11.4.09

=sexta-feira da paixão=

Chego em Vauxhall de metrô e queimo a cuca para achar a Kennington Lane. Está escuro e frio. A olhada que dei no Google Street View facilita a identificação de algumas construções e uma caminhada curta me leva à igreja de St. Peter. A porta está entreaberta. Entro e a recepção é generosa: apesar da lotação e dos minutos de atraso (já havia começado), logo me arrumam uma cadeira e o libreto com o programa da noite. The Passion of our Lord Jesus Christ according to Saint John (1724), Johann Sebastian Bach.



No século 18, tornou-se tradição na Alemanha a representação da Paixão de Cristo dentro da igreja na Sexta-feira Santa - orquestra, coro e solistas, além do sermão. Como mostra o título de Bach, a narrativa é baseada no evangelho de João, mas algumas poucas passagens tem Mateus como fonte: Jesus prevendo a negação de Pedro, o rasgar das cortinas do templo e o terremoto após a morte de Jesus.
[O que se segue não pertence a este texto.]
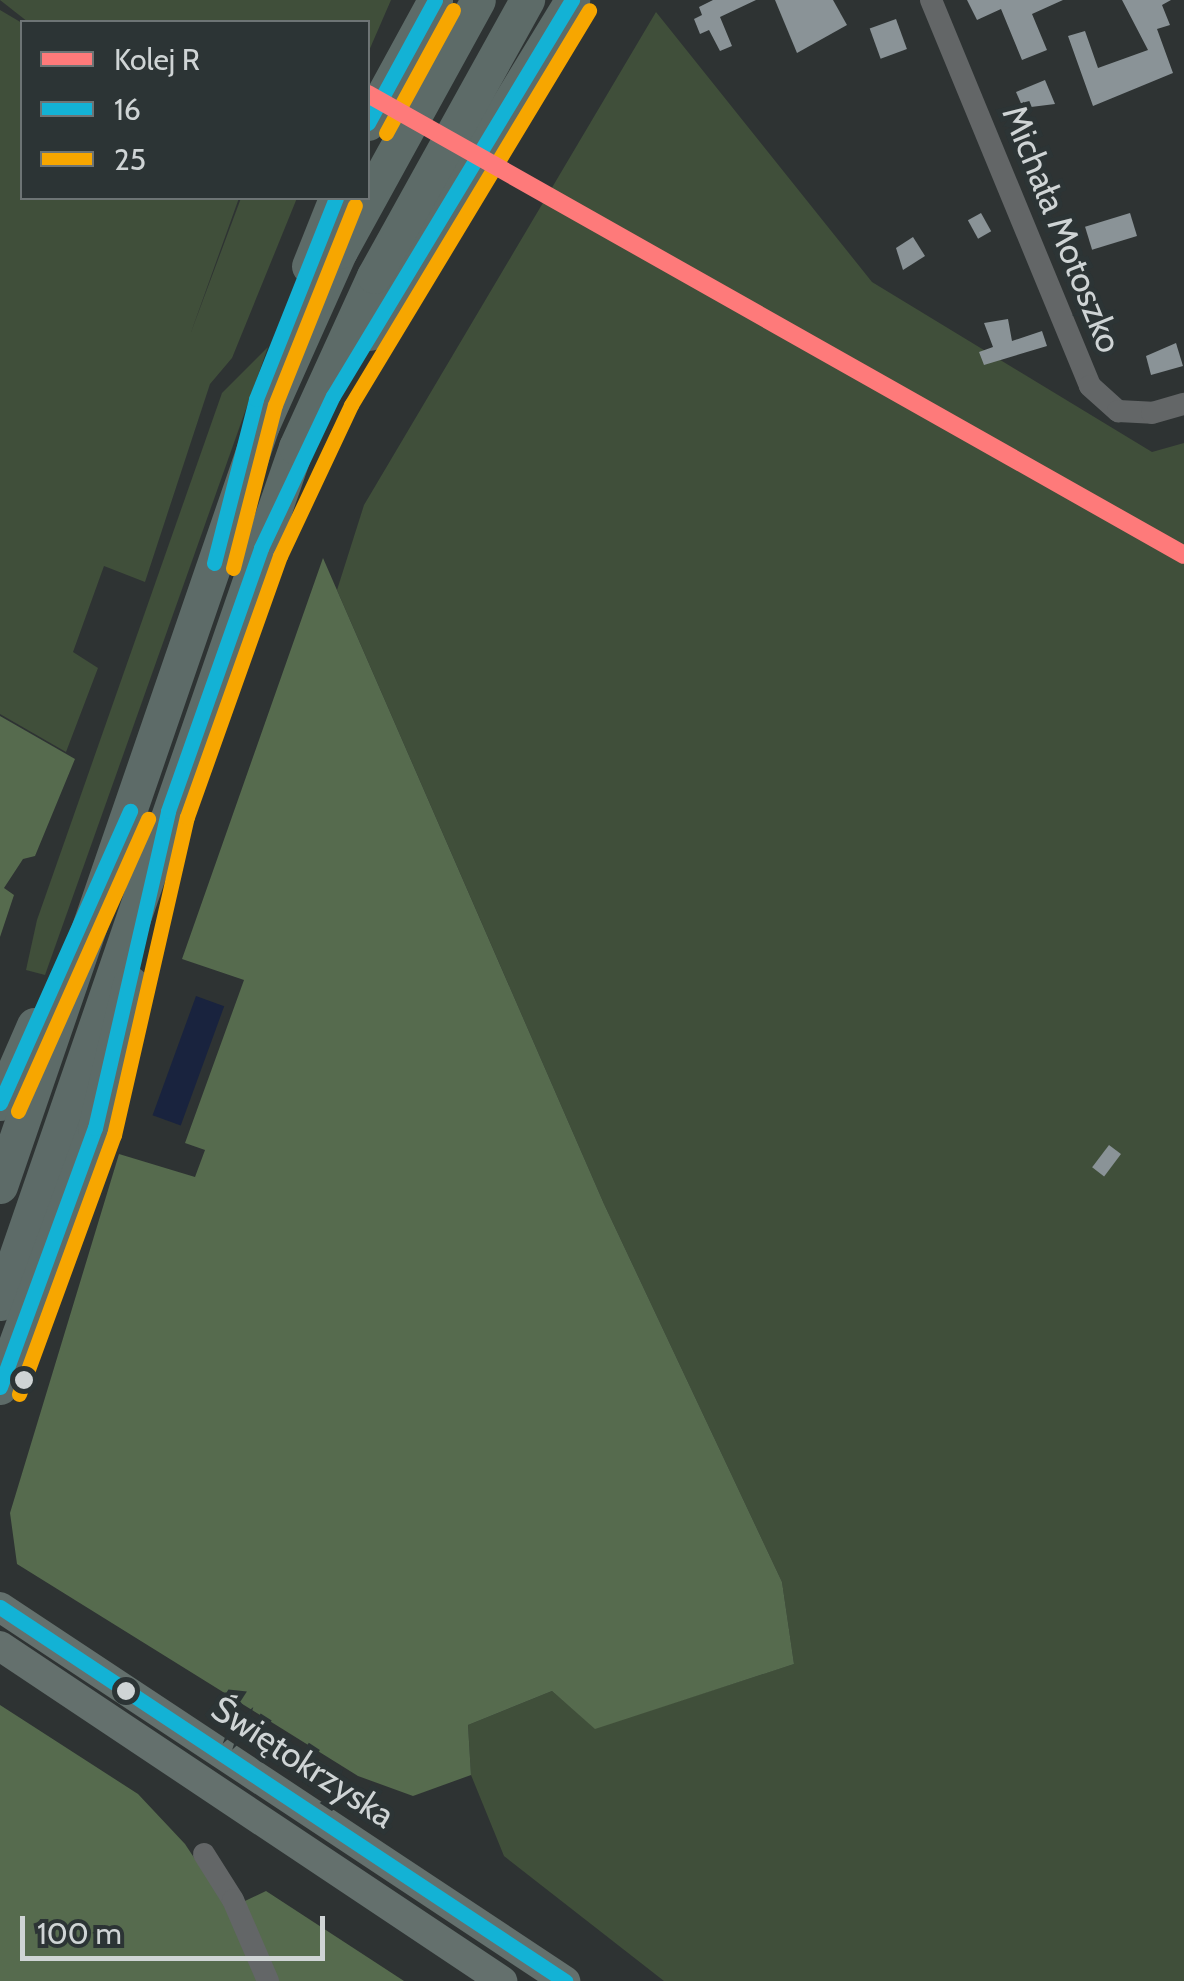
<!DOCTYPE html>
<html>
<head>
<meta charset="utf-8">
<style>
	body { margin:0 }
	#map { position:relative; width:1184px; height:1981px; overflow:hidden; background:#2e3333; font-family:Cabin,sans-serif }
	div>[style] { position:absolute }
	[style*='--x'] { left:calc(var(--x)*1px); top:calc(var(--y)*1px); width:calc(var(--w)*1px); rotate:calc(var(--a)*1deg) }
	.green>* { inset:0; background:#404f3a }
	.forest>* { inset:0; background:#566b4e }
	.water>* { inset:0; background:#19233e; transform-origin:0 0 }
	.building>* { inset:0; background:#8a9397; transform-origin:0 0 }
	.minor>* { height:22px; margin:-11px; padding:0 11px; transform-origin:11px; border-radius:11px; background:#636667 }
	.major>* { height:30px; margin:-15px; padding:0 15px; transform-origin:15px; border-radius:15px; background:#64706d }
	.highway>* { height:35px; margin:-17.5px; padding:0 17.5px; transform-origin:17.5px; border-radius:17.5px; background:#5d6b68 }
	.bus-1>* { height:15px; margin:-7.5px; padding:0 7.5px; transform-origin:7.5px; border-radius:7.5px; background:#13b2d5 }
	.bus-2>* { height:15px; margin:-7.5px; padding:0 7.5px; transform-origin:7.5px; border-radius:7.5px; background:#f7a600 }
	.rail-1>* { height:18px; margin:-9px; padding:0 9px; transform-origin:9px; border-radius:9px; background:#fe7a7a }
	.dots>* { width:28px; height:28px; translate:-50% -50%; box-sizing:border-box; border:5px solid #2c3435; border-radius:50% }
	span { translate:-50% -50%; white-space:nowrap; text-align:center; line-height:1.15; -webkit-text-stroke:10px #2c3435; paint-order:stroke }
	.street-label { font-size:35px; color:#cfd4d5 }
	.legend { position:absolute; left:20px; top:20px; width:350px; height:180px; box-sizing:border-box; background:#2c3435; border:2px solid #6d7475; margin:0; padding:12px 18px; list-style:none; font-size:30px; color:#cfd4d5 }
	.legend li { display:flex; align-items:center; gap:20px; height:50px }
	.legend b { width:50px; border:2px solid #6d7475 }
	.scale { position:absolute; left:20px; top:1916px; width:305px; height:45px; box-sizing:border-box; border:5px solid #cfd4d5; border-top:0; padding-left:12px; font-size:30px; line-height:35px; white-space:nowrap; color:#cfd4d5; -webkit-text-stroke:8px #2c3435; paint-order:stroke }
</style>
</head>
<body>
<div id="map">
	<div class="green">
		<div style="clip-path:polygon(0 0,391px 0,368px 53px,368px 22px,28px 22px)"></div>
		<div style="clip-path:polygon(0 10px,22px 23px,22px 198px,239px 198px,190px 335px,241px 198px,297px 198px,232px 358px,210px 384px,145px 582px,104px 566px,73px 652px,98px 668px,66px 752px,0 714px)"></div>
		<div style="clip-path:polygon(656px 12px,872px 282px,1152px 452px,1184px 443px,1184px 1981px,664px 1981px,504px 1856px,471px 1775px,468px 1725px,552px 1691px,595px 1728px,794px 1664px,782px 1582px,604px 1204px,337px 590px,364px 505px)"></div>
		<div style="clip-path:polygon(268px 347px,45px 975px,26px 970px,37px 920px,222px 393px)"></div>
	</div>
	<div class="forest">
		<div style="clip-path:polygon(323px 558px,604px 1204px,782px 1582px,794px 1664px,595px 1729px,552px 1691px,468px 1725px,471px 1775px,413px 1796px,358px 1776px,17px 1564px,10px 1513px,119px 1154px,195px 1177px,205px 1150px,185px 1143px,244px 980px,182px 959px)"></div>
		<div style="clip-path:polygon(0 716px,75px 759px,35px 856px,23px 859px,4px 888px,14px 895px,0 937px)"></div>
		<div style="clip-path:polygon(0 1705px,138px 1794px,185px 1844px,228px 1909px,266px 1891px,404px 1981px,0 1981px)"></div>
	</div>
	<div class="water">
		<div style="left:196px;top:996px;width:30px;height:127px;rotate:20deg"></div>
	</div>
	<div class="building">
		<div style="clip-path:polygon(713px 0,756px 0,720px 17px,732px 46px,720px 51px,709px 30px,700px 34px,694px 19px,702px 15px,699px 7px)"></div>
		<div style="clip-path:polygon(775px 0,833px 0,847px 25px,797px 53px)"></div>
		<div style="clip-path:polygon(967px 0,1063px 0,1032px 14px,1047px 50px,1022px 60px,1001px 9px,977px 20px)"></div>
		<div style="clip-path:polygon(1122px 0,1171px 0,1162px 5px,1170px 25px,1157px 29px,1173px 73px,1093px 106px,1068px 36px,1085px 31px,1098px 68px,1148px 50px)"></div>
		<div style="left:896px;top:19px;width:32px;height:28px;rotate:70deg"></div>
		<div style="clip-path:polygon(1045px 80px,1055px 104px,1023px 108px,1016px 92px)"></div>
		<div style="left:981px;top:213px;width:21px;height:15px;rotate:61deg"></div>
		<div style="left:1130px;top:213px;width:24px;height:47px;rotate:73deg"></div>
		<div style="clip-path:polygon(913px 237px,925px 256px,903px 270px,896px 248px)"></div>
		<div style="clip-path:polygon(1008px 319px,1012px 341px,1042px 331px,1047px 346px,984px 365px,979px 352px,993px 347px,984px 323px)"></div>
		<div style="clip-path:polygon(1176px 343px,1183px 366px,1151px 375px,1146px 356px)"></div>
		<div style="left:1109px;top:1145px;width:15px;height:28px;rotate:37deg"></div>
	</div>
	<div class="minor">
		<div style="--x:931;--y:0;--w:417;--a:67.6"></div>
		<div style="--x:1090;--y:386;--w:38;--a:42"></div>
		<div style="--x:1118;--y:411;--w:34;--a:3"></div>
		<div style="--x:1152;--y:413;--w:33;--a:-16"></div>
		<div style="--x:204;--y:1854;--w:54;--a:57.8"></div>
		<div style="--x:233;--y:1900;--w:88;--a:66.6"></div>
	</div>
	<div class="major">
		<div style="--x:0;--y:1607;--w:678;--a:33.5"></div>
		<div style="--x:0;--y:1646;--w:604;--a:33.72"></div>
	</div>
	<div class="highway">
		<div style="--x:368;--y:123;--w:140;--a:-61.4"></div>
		<div style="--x:309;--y:266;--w:73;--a:-68.3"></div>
		<div style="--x:369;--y:333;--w:390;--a:-58.6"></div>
		<div style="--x:0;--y:1103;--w:85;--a:-66.4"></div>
		<div style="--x:0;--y:1186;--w:805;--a:-71"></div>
		<div style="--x:262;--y:425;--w:191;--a:-65.9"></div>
		<div style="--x:340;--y:251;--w:286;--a:-61.2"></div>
		<div style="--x:0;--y:1303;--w:906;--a:-70.92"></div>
		<div style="--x:296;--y:447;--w:188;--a:-65.5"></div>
		<div style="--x:374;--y:276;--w:316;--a:-61"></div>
		<div style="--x:0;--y:1387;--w:276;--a:-69.9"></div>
		<div style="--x:95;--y:1128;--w:149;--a:-76.4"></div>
	</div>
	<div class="bus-1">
		<div style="--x:368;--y:123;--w:140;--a:-61.4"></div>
		<div style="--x:214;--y:563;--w:169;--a:-75.6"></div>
		<div style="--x:256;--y:399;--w:216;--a:-68.3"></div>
		<div style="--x:0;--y:1103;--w:320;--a:-66"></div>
		<div style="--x:0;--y:1387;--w:276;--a:-69.9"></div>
		<div style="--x:95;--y:1128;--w:325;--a:-77"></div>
		<div style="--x:168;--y:811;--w:279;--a:-70.5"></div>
		<div style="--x:261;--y:548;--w:168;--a:-64.7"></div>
		<div style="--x:333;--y:396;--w:463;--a:-58.9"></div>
		<div style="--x:0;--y:1607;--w:678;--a:33.5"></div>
	</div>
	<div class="bus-2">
		<div style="--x:386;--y:133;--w:140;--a:-61.4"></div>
		<div style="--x:233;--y:568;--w:168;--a:-75.6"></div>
		<div style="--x:275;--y:405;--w:215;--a:-68.2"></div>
		<div style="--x:18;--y:1111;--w:320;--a:-66"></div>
		<div style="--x:19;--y:1394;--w:276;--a:-69.9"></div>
		<div style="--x:114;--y:1135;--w:326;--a:-77.1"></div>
		<div style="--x:187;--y:817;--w:277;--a:-70.4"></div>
		<div style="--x:280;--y:556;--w:167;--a:-64.8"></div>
		<div style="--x:351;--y:405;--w:461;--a:-58.9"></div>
	</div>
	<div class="rail-1">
		<div style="--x:368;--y:94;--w:937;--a:29.46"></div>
	</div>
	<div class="dots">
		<div style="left:24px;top:1380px;background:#cfd4d5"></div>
		<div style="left:126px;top:1691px;background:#cfd4d5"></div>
	</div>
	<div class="street-label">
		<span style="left:1062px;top:229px;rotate:68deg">Michała Motoszko</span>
		<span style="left:303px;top:1762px;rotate:33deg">Świętokrzyska</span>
	</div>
	<ul class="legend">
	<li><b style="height:12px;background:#fe7a7a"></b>Kolej R</li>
	<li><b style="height:12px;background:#13b2d5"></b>16</li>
	<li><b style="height:12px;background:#f7a600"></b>25</li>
	</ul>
	<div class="scale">100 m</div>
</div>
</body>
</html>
É tudo cantado em alemão, e o libreto traz as letras originais e a tradução para o inglês. Os fonemas robustos reverberam no pé-direito gigantesco da igreja e as melodias elevam ainda mais o drama dos últimos momentos de Cristo. Alguém puxa a cadeira vazia ao meu lado e senta com estardalhaço. Vem a catinga de bebum e prevejo a negação do silêncio. É batata:

- Ó, Maria! - grita o homem de seus lá 45 anos.

Murmurinho na assembléia. Um senhor pede que o desordeiro se aquiete. A reação é inacreditável: o cara se joga no corredor central e fica estatelado no chão. Jesus bebe o vinho azedo e a melodia cresce: "Está consumado!" O que fazer para que o corpo do bêbado não permaneça naquele lugar especialmente sagrado? Quebrar suas pernas? Dois sensatos, cada um de um lado, preferem levantar o corpo e levá-lo embora.

Nenhum dos seus ossos será quebrado.